━━ Study material ━━

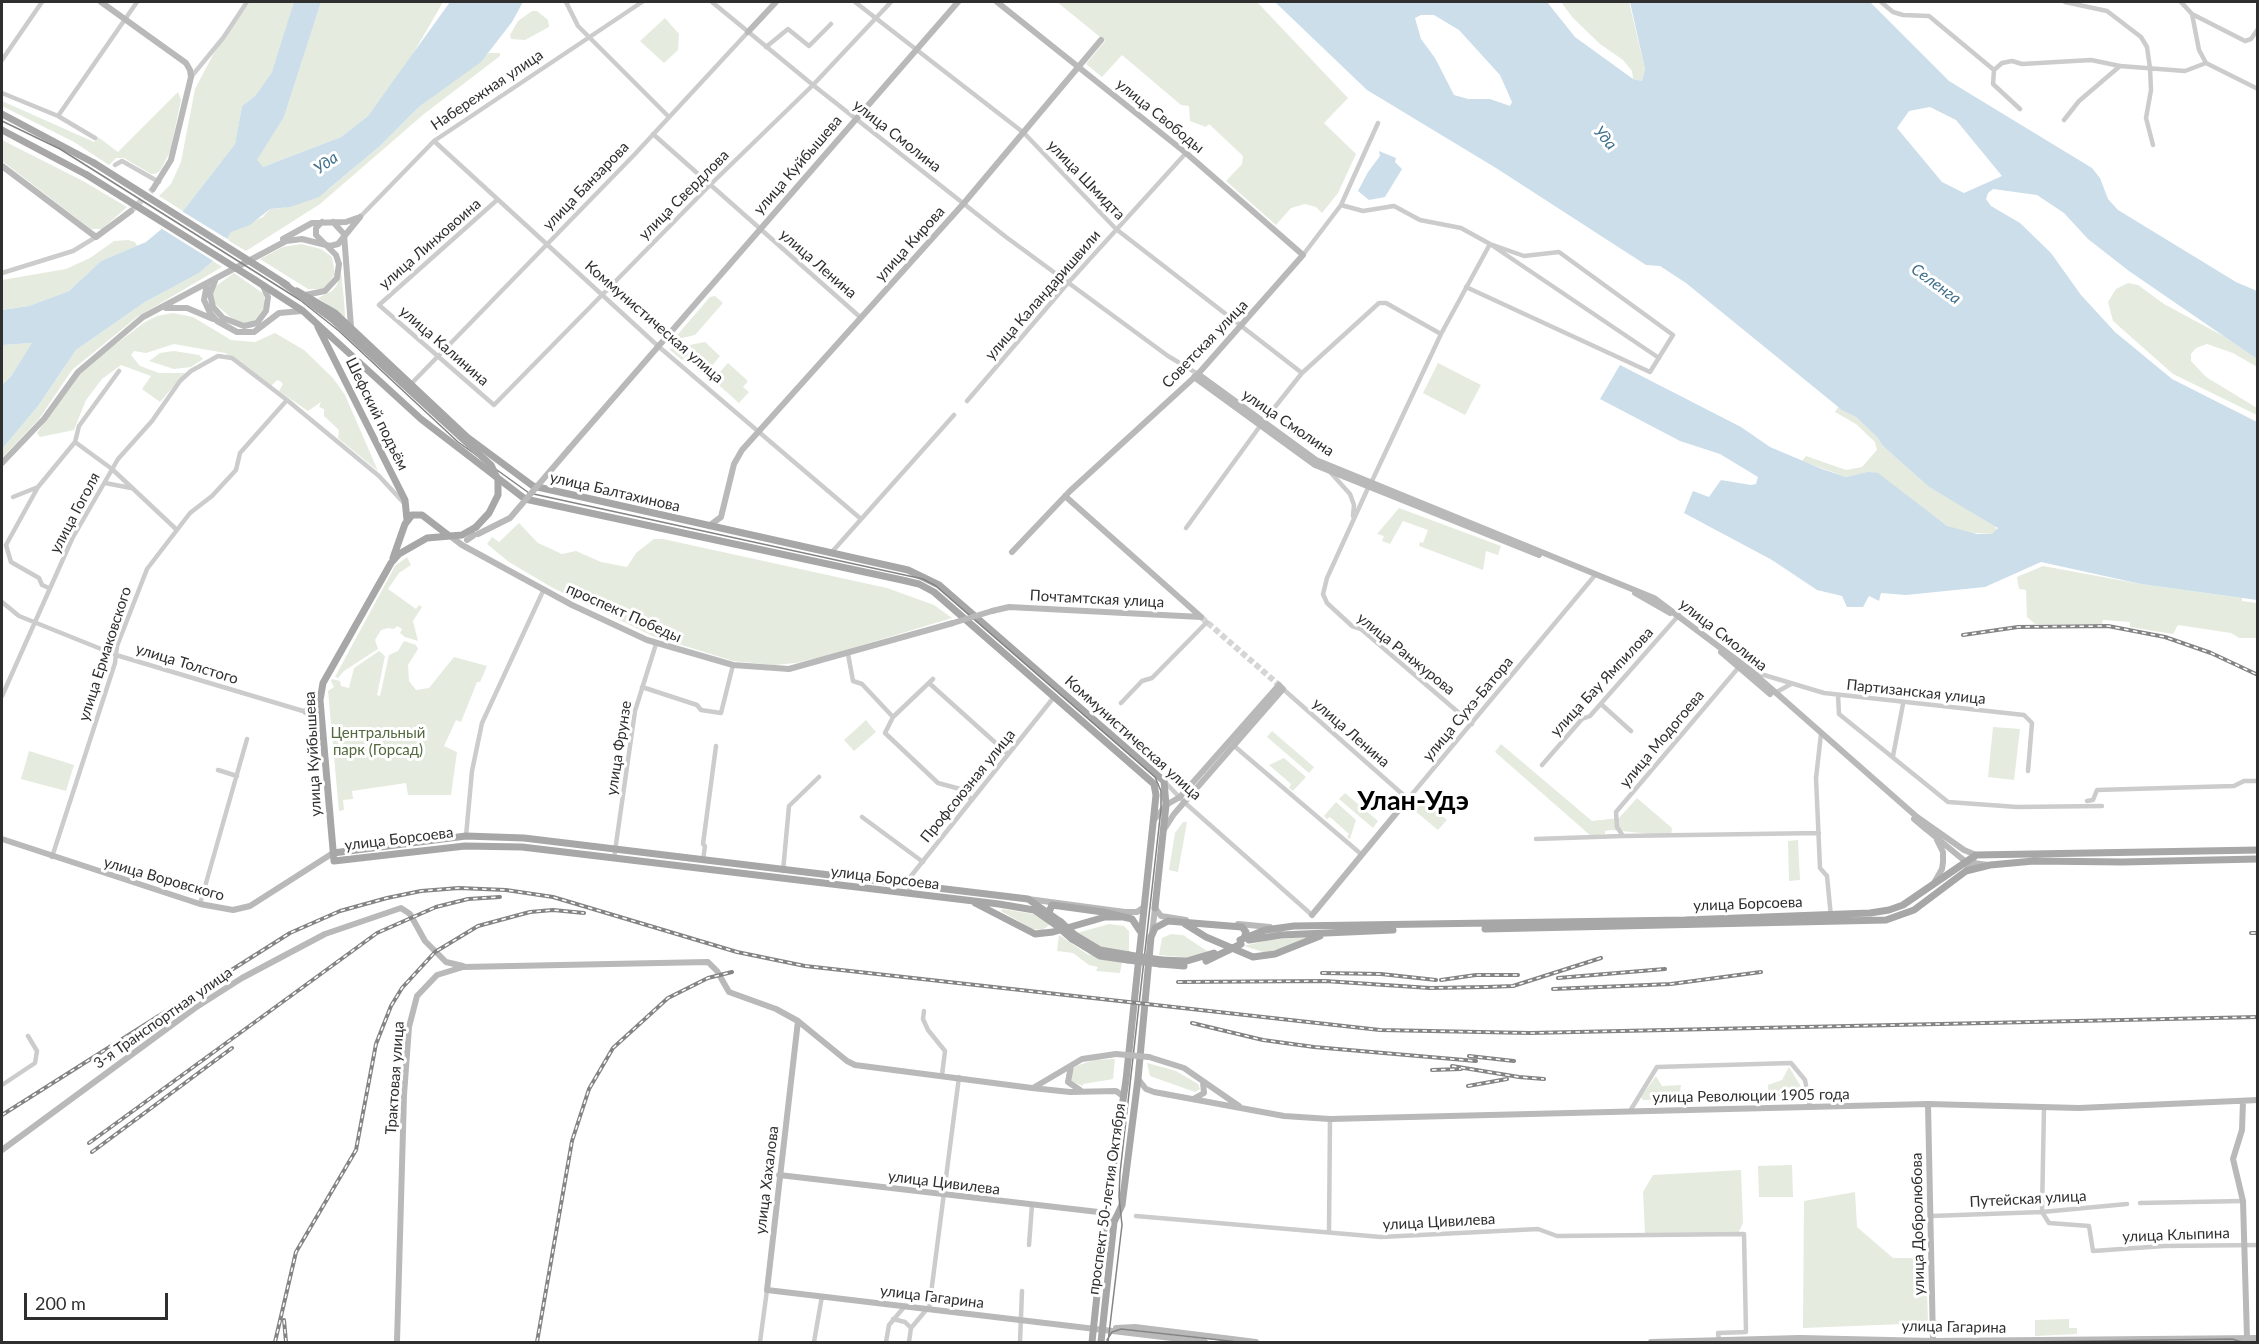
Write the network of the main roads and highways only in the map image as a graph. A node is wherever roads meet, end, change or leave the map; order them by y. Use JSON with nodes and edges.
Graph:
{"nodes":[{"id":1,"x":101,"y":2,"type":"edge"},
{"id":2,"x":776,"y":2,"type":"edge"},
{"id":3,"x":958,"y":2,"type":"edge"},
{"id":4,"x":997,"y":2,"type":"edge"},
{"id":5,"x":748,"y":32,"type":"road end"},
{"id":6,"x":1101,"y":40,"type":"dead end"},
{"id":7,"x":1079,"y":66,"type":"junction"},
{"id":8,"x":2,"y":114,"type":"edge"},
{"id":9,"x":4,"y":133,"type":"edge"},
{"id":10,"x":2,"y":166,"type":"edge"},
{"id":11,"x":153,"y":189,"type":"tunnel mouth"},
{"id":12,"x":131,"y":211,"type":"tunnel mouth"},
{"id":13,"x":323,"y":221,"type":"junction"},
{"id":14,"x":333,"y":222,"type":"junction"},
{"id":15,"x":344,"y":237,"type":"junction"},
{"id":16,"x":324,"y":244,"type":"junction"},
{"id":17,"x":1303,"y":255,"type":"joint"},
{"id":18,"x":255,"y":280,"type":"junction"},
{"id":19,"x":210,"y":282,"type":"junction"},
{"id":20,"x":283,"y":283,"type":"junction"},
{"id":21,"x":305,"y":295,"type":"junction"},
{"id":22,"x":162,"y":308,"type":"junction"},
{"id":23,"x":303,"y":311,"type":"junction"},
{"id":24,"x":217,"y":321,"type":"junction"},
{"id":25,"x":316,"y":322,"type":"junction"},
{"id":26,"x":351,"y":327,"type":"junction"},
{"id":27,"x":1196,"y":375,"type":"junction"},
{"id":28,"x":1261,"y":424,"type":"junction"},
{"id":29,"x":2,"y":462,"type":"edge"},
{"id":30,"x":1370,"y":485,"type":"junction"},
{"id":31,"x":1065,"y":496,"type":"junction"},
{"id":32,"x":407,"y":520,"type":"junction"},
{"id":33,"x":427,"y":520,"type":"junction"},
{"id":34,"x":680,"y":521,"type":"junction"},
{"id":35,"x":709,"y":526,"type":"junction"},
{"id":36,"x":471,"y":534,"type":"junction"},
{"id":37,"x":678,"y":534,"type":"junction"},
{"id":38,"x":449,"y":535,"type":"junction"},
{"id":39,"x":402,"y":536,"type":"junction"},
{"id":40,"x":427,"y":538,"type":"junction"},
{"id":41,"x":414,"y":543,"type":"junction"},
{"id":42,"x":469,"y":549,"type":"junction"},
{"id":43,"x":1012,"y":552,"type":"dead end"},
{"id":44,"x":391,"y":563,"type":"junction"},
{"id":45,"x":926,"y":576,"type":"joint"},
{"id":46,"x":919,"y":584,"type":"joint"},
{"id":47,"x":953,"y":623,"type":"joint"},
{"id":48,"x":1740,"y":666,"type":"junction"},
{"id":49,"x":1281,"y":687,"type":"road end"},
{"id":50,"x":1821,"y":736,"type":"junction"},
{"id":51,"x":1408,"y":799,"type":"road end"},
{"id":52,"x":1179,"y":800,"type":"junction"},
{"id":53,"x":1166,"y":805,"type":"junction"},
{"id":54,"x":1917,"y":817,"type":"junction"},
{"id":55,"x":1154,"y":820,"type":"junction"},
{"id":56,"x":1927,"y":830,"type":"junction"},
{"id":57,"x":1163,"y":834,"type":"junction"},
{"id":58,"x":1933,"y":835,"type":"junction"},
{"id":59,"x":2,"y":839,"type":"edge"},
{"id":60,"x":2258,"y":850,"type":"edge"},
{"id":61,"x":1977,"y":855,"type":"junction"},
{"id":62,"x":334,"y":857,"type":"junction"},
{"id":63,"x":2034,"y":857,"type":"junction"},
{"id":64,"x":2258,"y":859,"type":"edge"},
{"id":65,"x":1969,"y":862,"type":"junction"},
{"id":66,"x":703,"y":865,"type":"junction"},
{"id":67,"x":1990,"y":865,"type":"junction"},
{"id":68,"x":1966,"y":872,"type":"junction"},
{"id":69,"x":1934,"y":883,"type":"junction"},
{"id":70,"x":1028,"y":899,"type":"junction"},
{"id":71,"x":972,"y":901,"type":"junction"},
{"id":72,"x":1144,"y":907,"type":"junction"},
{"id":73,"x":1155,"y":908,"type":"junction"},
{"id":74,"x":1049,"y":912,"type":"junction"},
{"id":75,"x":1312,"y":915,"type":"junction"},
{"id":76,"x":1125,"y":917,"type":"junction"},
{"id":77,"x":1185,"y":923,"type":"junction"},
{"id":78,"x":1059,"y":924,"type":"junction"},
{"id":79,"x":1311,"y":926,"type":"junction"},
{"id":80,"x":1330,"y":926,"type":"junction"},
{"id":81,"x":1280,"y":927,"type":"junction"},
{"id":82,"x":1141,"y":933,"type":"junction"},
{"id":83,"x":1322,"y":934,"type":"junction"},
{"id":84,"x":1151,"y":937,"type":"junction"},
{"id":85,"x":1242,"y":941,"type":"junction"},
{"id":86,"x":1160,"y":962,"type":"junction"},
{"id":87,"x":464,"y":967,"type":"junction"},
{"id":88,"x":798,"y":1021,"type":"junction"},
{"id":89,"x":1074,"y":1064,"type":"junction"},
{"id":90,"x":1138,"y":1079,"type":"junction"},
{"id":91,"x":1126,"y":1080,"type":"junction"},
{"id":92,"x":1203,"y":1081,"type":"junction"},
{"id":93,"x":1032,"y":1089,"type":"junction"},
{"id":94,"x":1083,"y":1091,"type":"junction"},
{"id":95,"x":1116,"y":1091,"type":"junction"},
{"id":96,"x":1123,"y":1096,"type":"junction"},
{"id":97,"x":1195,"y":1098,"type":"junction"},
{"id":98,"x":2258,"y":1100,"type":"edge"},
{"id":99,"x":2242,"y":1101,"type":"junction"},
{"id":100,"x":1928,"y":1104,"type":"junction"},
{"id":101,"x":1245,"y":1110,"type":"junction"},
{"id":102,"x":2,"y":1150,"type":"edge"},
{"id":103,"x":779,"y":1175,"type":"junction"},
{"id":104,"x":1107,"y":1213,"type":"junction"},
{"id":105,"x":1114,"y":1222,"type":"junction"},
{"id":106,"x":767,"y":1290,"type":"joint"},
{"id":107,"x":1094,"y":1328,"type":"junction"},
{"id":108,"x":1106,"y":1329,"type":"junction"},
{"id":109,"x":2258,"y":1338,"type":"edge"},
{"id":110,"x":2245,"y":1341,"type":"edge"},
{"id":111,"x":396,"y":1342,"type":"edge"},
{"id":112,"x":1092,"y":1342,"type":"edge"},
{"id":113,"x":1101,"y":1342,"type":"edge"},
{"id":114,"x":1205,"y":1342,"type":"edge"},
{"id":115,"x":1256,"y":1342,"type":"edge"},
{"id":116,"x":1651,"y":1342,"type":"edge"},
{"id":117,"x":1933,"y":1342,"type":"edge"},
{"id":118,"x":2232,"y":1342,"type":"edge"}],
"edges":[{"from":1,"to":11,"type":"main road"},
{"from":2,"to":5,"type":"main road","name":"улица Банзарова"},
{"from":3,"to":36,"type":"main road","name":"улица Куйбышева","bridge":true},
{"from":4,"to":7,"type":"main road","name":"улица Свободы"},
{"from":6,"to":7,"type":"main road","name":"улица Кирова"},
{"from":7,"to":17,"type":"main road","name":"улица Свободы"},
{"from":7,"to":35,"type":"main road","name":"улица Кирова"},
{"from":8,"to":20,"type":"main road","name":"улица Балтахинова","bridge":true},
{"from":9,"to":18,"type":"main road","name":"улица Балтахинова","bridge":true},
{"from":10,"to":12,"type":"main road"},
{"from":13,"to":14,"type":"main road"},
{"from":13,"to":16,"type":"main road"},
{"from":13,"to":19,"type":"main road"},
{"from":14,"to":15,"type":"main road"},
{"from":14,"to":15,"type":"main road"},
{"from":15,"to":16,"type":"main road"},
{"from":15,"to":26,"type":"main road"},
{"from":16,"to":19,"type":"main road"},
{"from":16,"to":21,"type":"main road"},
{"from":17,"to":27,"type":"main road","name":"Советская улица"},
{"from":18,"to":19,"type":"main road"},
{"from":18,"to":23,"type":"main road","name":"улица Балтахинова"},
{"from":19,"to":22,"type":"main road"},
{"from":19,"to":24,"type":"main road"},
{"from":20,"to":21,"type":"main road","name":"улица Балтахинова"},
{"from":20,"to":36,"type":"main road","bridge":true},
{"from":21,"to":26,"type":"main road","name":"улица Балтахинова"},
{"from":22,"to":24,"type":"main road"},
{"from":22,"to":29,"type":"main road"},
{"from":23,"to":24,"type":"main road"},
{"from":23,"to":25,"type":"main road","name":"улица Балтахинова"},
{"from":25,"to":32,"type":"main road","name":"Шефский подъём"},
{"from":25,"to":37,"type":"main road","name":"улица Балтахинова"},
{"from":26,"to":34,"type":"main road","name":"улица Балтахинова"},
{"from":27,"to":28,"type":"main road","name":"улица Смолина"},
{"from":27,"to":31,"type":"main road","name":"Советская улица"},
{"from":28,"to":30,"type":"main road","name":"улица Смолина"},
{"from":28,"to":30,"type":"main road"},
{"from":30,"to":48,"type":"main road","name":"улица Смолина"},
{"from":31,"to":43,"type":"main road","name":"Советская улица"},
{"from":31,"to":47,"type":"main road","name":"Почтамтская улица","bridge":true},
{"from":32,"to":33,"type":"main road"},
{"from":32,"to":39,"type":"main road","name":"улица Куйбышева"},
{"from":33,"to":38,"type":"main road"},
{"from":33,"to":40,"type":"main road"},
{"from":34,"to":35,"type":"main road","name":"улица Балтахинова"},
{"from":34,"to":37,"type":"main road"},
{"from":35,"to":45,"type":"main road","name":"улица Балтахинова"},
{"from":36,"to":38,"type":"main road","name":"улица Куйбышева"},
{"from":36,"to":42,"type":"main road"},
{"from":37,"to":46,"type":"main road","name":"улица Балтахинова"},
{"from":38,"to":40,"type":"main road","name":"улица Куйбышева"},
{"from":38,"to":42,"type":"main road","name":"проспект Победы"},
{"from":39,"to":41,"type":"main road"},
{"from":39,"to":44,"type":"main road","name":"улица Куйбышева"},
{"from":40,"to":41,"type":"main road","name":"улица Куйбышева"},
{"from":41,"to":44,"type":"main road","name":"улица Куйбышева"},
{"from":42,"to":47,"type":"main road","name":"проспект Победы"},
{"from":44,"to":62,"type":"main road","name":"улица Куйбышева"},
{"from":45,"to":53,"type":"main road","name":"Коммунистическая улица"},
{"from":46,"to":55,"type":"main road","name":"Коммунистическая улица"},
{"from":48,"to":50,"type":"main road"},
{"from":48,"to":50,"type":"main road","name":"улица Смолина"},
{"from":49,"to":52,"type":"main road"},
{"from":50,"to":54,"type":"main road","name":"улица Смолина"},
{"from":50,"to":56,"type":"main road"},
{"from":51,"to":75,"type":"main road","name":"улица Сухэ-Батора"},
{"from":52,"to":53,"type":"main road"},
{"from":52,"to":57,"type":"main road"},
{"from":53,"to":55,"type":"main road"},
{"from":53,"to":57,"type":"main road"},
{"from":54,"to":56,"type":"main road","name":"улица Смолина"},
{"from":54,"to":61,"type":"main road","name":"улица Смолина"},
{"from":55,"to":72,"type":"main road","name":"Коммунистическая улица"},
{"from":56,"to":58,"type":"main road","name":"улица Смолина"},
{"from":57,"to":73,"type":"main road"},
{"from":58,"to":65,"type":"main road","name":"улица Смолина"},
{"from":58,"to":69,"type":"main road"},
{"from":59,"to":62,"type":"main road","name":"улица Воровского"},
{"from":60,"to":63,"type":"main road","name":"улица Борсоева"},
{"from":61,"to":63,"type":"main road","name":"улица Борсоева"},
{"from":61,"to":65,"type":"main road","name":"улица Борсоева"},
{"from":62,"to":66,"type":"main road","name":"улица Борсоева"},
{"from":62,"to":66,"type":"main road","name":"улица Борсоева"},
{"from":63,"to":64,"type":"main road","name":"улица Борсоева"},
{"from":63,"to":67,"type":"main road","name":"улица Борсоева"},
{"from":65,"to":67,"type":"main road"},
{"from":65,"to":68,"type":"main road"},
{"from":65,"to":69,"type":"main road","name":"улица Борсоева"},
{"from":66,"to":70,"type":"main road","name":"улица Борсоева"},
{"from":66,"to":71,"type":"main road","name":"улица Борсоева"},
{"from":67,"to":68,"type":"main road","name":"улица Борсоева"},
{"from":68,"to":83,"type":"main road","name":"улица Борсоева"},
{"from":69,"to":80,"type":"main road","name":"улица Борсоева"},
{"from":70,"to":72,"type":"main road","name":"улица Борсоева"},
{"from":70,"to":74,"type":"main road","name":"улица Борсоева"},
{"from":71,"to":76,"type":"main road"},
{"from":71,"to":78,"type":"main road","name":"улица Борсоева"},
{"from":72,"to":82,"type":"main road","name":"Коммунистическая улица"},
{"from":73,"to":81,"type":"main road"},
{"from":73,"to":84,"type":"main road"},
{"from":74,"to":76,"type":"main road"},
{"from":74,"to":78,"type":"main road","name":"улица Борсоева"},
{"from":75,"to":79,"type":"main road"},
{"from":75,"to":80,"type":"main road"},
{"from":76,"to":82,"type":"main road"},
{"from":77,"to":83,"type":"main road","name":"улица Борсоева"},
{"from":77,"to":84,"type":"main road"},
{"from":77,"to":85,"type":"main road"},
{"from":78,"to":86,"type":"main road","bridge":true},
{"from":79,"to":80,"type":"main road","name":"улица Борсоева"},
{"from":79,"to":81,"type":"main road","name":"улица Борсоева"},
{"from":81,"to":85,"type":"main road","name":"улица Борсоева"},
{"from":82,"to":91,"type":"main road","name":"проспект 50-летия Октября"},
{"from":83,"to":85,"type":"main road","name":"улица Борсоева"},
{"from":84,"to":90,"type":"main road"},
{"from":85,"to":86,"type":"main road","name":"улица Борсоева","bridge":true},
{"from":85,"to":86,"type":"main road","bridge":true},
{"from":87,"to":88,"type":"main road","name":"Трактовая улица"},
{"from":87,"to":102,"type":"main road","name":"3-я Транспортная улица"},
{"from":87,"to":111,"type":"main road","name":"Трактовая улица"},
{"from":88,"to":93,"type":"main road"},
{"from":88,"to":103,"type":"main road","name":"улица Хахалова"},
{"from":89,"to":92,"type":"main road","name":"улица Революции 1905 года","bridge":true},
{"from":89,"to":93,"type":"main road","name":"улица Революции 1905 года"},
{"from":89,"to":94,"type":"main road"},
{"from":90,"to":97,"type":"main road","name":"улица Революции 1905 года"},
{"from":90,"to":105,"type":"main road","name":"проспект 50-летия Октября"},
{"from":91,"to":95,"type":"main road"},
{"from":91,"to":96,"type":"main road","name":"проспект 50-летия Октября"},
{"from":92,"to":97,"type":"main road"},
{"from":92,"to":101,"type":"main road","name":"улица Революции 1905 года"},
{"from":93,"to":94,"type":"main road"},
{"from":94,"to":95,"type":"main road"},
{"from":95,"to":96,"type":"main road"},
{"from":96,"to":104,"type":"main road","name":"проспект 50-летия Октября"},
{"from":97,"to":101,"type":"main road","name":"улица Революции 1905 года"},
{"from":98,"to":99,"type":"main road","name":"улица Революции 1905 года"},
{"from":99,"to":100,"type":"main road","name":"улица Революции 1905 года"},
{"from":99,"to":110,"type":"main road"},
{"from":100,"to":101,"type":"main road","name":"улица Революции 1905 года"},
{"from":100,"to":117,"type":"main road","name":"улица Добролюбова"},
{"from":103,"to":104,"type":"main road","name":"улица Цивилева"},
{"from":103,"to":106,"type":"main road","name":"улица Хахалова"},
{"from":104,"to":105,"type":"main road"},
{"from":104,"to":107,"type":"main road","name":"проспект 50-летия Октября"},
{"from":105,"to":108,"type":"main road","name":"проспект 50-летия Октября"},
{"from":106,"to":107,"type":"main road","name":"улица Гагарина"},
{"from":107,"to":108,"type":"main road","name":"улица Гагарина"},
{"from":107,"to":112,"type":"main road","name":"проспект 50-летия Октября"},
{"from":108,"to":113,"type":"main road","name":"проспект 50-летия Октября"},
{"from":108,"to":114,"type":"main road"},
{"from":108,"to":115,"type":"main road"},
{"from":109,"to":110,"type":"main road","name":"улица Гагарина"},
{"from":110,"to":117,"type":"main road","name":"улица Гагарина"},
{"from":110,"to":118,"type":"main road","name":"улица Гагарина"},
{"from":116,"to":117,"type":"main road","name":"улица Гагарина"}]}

━━━

§ Activity
Show all lines in the entries above where the string "Балтахинова" appears.

§ Written reply
{"from":8,"to":20,"type":"main road","name":"улица Балтахинова","bridge":true},
{"from":9,"to":18,"type":"main road","name":"улица Балтахинова","bridge":true},
{"from":18,"to":23,"type":"main road","name":"улица Балтахинова"},
{"from":20,"to":21,"type":"main road","name":"улица Балтахинова"},
{"from":21,"to":26,"type":"main road","name":"улица Балтахинова"},
{"from":23,"to":25,"type":"main road","name":"улица Балтахинова"},
{"from":25,"to":37,"type":"main road","name":"улица Балтахинова"},
{"from":26,"to":34,"type":"main road","name":"улица Балтахинова"},
{"from":34,"to":35,"type":"main road","name":"улица Балтахинова"},
{"from":35,"to":45,"type":"main road","name":"улица Балтахинова"},
{"from":37,"to":46,"type":"main road","name":"улица Балтахинова"},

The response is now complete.